» **WHAT TO DO**
Needed from the entries below: every line that holds the word "edges".

(Stored data entries)

######

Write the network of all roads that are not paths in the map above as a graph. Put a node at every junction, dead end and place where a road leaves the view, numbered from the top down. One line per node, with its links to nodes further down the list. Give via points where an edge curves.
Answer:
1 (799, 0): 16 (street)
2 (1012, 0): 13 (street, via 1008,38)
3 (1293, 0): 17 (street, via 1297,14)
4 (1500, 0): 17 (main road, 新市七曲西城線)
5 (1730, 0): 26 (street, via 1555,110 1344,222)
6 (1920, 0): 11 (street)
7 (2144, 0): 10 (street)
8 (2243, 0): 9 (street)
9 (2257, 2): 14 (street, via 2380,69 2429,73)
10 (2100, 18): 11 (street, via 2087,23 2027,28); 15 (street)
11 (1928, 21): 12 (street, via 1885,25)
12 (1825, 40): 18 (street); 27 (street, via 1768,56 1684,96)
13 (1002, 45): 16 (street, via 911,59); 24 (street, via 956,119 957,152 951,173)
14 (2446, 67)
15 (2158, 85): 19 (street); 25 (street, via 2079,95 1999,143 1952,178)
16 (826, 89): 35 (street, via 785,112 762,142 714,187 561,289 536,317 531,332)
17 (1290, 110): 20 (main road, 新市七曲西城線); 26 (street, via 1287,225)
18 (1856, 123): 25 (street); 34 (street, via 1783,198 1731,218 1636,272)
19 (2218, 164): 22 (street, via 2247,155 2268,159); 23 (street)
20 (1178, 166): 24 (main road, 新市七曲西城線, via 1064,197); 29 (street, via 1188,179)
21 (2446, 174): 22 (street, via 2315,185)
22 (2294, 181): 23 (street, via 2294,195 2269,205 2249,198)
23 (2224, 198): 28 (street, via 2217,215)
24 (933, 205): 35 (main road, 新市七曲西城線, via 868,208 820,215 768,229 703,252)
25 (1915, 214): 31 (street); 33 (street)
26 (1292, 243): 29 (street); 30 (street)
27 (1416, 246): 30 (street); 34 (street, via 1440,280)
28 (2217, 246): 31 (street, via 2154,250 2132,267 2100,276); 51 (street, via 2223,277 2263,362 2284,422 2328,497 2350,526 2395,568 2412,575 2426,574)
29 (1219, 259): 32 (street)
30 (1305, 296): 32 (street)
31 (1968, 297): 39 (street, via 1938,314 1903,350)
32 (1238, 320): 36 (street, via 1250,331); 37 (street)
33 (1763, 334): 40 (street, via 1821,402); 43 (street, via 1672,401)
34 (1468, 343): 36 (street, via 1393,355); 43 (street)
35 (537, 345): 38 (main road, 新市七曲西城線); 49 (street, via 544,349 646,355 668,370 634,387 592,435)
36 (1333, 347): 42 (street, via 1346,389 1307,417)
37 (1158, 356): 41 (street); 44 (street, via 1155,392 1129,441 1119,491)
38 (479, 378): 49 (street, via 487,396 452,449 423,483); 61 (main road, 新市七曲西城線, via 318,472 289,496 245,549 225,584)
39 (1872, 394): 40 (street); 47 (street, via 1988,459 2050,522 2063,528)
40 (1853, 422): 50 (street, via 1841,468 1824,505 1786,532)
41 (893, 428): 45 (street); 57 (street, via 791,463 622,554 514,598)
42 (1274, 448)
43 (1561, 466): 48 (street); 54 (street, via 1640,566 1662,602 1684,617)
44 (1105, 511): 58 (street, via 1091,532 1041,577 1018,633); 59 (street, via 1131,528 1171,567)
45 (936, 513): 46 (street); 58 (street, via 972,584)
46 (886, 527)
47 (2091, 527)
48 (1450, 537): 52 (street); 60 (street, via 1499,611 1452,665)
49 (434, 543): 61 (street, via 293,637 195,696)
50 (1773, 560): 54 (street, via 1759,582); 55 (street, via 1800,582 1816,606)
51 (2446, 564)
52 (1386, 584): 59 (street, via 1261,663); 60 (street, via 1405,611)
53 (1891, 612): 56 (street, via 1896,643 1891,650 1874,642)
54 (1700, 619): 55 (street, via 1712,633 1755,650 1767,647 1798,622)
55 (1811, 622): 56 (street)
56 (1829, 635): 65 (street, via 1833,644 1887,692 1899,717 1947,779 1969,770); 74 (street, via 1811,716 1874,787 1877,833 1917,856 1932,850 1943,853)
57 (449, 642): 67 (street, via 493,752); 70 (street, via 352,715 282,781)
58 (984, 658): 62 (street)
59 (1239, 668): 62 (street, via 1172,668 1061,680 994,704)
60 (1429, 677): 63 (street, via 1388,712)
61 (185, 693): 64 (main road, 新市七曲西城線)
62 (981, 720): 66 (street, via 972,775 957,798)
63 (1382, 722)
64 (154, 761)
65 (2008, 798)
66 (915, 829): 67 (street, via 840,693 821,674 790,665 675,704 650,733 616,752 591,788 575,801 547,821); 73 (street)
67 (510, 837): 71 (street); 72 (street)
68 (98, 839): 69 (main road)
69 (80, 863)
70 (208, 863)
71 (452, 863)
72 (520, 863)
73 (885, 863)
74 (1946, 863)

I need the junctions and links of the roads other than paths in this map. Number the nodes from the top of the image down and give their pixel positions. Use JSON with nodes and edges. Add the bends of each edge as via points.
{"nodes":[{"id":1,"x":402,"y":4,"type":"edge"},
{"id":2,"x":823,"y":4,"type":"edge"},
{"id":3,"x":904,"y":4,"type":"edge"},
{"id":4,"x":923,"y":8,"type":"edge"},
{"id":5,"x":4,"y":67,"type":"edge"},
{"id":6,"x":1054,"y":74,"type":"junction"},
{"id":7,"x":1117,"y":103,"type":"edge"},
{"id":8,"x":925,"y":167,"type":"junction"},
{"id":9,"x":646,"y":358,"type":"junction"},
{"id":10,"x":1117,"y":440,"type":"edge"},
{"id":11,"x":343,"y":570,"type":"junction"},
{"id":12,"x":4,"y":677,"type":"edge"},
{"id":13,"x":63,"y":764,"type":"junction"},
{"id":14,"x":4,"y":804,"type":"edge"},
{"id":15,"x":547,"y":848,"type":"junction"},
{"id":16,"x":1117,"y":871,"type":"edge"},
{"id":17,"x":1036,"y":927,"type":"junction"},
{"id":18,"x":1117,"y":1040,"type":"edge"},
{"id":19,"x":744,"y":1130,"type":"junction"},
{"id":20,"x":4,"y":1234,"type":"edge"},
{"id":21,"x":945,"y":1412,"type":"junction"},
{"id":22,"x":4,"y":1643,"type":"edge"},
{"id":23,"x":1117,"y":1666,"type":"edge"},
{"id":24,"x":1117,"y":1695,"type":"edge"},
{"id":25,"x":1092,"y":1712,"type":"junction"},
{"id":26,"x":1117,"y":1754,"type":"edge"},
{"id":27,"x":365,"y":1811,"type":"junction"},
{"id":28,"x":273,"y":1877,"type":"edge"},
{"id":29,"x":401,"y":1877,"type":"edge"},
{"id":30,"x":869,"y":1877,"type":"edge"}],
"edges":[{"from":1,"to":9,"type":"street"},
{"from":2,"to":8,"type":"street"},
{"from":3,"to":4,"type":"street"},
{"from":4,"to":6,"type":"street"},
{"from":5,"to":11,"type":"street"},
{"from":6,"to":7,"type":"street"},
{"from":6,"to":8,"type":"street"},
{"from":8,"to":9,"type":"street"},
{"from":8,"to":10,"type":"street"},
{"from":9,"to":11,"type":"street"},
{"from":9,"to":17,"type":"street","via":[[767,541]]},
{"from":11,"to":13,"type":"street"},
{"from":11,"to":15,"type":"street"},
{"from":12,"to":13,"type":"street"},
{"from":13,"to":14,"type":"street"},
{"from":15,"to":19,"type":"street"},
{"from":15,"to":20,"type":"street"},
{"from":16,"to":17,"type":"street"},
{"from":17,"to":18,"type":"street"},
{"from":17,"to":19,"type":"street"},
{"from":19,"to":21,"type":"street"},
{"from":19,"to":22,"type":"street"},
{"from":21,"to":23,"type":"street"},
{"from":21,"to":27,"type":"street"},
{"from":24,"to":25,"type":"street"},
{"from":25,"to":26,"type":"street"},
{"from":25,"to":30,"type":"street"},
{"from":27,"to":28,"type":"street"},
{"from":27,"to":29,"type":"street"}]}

######

» **WRITTEN ANSWER**
I need the junctions and links of the roads other than paths in this map. Number the nodes from the top of the image down and give their pixel positions. Use JSON with nodes and edges. Add the bends of each edge as via points.
"edges":[{"from":1,"to":9,"type":"street"},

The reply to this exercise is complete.